Existing theories of language learning are also consistent with this view. Ullman (2016) notes that both L1 and L2 learning engages procedural memory and declarative memory, but procedural memory seems to be well-established early in life, whereas declarative memory is more readily available following early development. The adult L2 learner is more likely to make use of the declarative memory system in order to achieve L2 acquisition; however, this system processes information less rapidly and automatically than the procedural memory system. So although the largest gains in adult L2 acquisition occur most predictably in the presence of massive exposure and intensive training (such as that in immersion programs or intensive military training programs) (Mårtensson et al., 2012), these gains likely occur via brain mechanisms associated with declarative memory (Bradley et al., 2013) rather than procedural memory. Nevertheless, the boundary between early vs. late L2 AoA in this regard can be blurred if the learner is able to use strategies involving thinking in L2, social learning, and community integration, as such strategies could engage more procedural memory as child L2 learning does (Caldwell-Harris and MacWhinney, Under revision, Li and Jeong, 2020). In addition, recent work in digital language learning attempts to simulate the features or affordances in immersive social learning contexts and could help with providing enhanced bilingual ecosystems that are more comparable to early L1 ecosystems of learning (see discussion in Li & Lan, 2021).
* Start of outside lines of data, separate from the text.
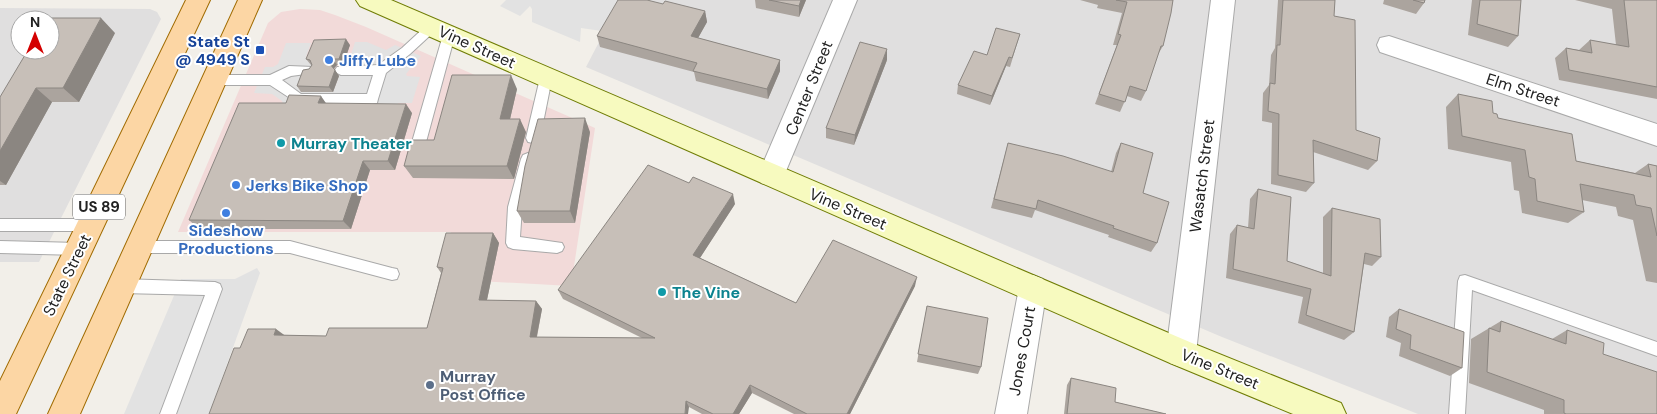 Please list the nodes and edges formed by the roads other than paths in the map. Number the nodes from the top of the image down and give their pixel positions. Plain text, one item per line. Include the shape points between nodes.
1 (198, 0) edge
2 (250, 0) edge
3 (368, 0) edge
4 (845, 0) edge
5 (1223, 0) edge
6 (440, 31) junction
7 (1389, 45) dead end
8 (309, 70) edge
9 (341, 70) dead end
10 (381, 70) junction
11 (546, 78) junction
12 (214, 80) junction
13 (272, 80) junction
14 (1657, 135) edge
15 (419, 142) edge
16 (771, 175) junction
17 (0, 225) edge
18 (85, 237) junction
19 (0, 247) edge
20 (138, 247) junction
21 (557, 247) dead end
22 (392, 274) dead end
23 (121, 286) junction
24 (1033, 288) junction
25 (1657, 349) edge
26 (1181, 353) junction
27 (0, 414) edge
28 (64, 414) edge
29 (168, 414) edge
30 (1012, 414) edge
31 (1330, 414) edge
32 (1457, 414) edge

1 - 18 main road, State Street / US 89
2 - 12 main road, US 89
3 - 6 street, Vine Street
4 - 16 street, Center Street
5 - 26 street, Wasatch Street
6 - 10 lane
6 - 11 street, Vine Street
6 - 15 lane
7 - 14 street, Elm Street
8 - 13 lane via 289,71
9 - 10 lane
10 - 13 lane via 372,99 299,99
11 - 16 street, Vine Street
11 - 21 lane via 515,207 513,243
12 - 13 lane
12 - 20 main road, US 89
16 - 24 street, Vine Street
17 - 18 lane
18 - 19 lane
18 - 27 main road, State Street / US 89
20 - 22 lane via 290,247
20 - 23 main road, US 89
23 - 28 main road, US 89
23 - 29 lane via 215,289
24 - 26 street, Vine Street
24 - 30 street, Jones Court
25 - 32 lane via 1464,281
26 - 31 street, Vine Street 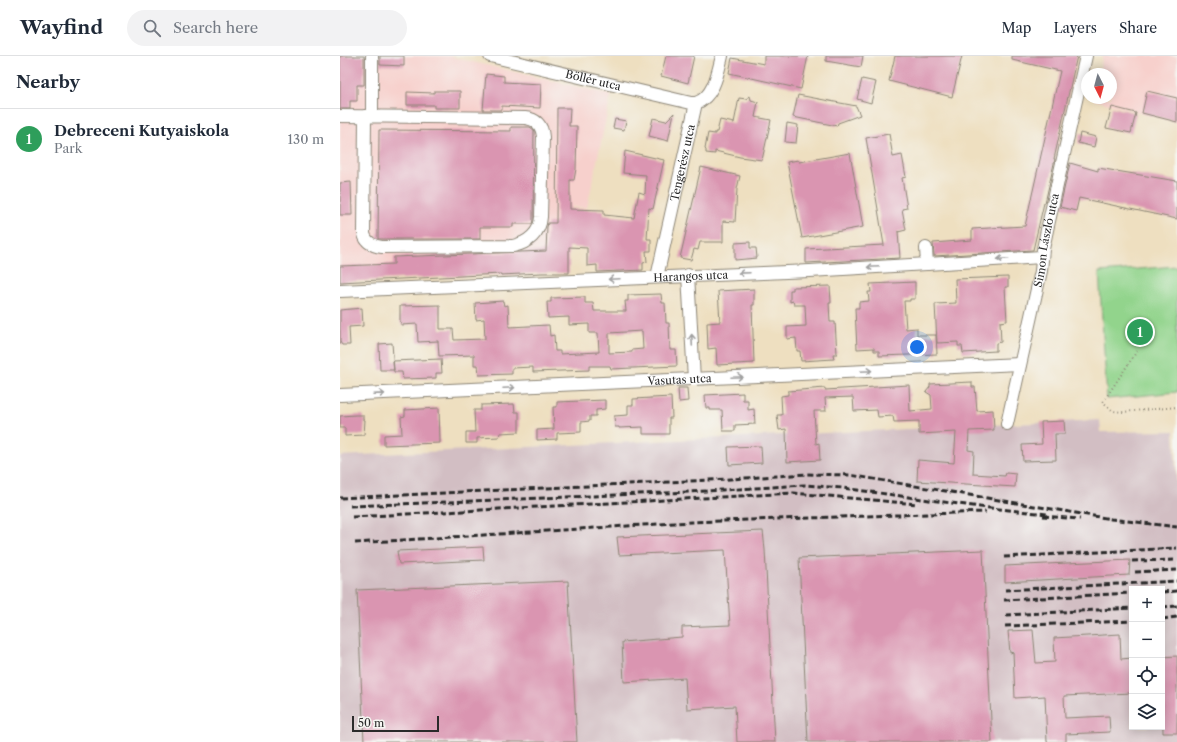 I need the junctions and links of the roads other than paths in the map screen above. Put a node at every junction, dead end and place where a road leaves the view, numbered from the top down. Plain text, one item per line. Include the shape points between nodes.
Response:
1 (372, 56) edge
2 (490, 56) edge
3 (722, 56) edge
4 (1086, 56) edge
5 (511, 58) edge
6 (696, 103) junction
7 (340, 116) edge
8 (369, 116) junction
9 (926, 248) dead end
10 (1042, 257) junction
11 (927, 264) junction
12 (688, 276) junction
13 (657, 277) junction
14 (340, 291) edge
15 (1020, 364) junction
16 (694, 379) junction
17 (340, 395) edge
18 (1007, 424) dead end

1 - 8 street
2 - 5 street, Böllér utca
3 - 6 street via 708,94 701,102
4 - 10 street, Simon László utca
5 - 6 street, Böllér utca
6 - 13 street, Tengerész utca
7 - 8 street
8 - 8 street via 535,120 541,129 542,137 542,217 537,231 527,241 513,246 382,247 371,244 364,234
9 - 11 street
10 -> 11 street, Harangos utca
10 - 15 street, Simon László utca
11 -> 12 street, Harangos utca
12 - 13 street, Harangos utca
16 -> 12 street
13 -> 14 street, Harangos utca
16 -> 15 street, Vasutas utca
15 - 18 street, Simon László utca
17 -> 16 street, Vasutas utca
Individual differences can also shed light on our understanding of hyperpolyglotism. Hyperpolyglots, and to a lesser extent, multilinguals, likely have a genetic predisposition towards language learning ability (Erard, 2012, Hyltenstam, 2014), but in order to foster this skill the individual would need to be raised in an environment that lends itself to learning multiple languages (Claussenius-Kalman & Hernandez, 2019). The ecosystem-learner interaction could result in increased multilingual aptitude and lead the individual to land in environments that are more conducive to this skill. Such interactions in the end will lead to further opportunities and experiences in language use for the individual. Although hyperpolyglotism is poorly understood (Erard, 2012), a case study showed that a hyperpolyglot had variable brain structure relative to 11 bilinguals and monolinguals, suggesting that language competence could be related to unique cytoarchitectonic structure in Broca’s area (Amunts, Schleicher, & Zilles, 2004). The neural profile of hyperpolyglotism (and multilingualism) is likely a consequence of this interaction between genetics and practice effects (see Onnis, Truzzi, & Ma, 2018 for discussion of epigenetics).

Our overall proposition in this article contrasts with previous models that focus on the linear components of language ability across development, which unfortunately has led to splitting these learning components into innate versus environmental factors. Instead, we propose that the neural basis of bilingualism is emergent by nature. Ecosystems interact with expertise (the result of the interaction between environmental factors and individual abilities), causing the language outcome for each individual to emerge differently in a multidimensional space across developmental time. This means that each L2 learner can be thought of as representing a trajectory in this multidimensional space. Expertise, ecosystem, and emergentism provide a framework within which we can better understand the multidimensional dynamic trajectories, and the relevant individual differences and developmental changes in L2 learning successes and failures.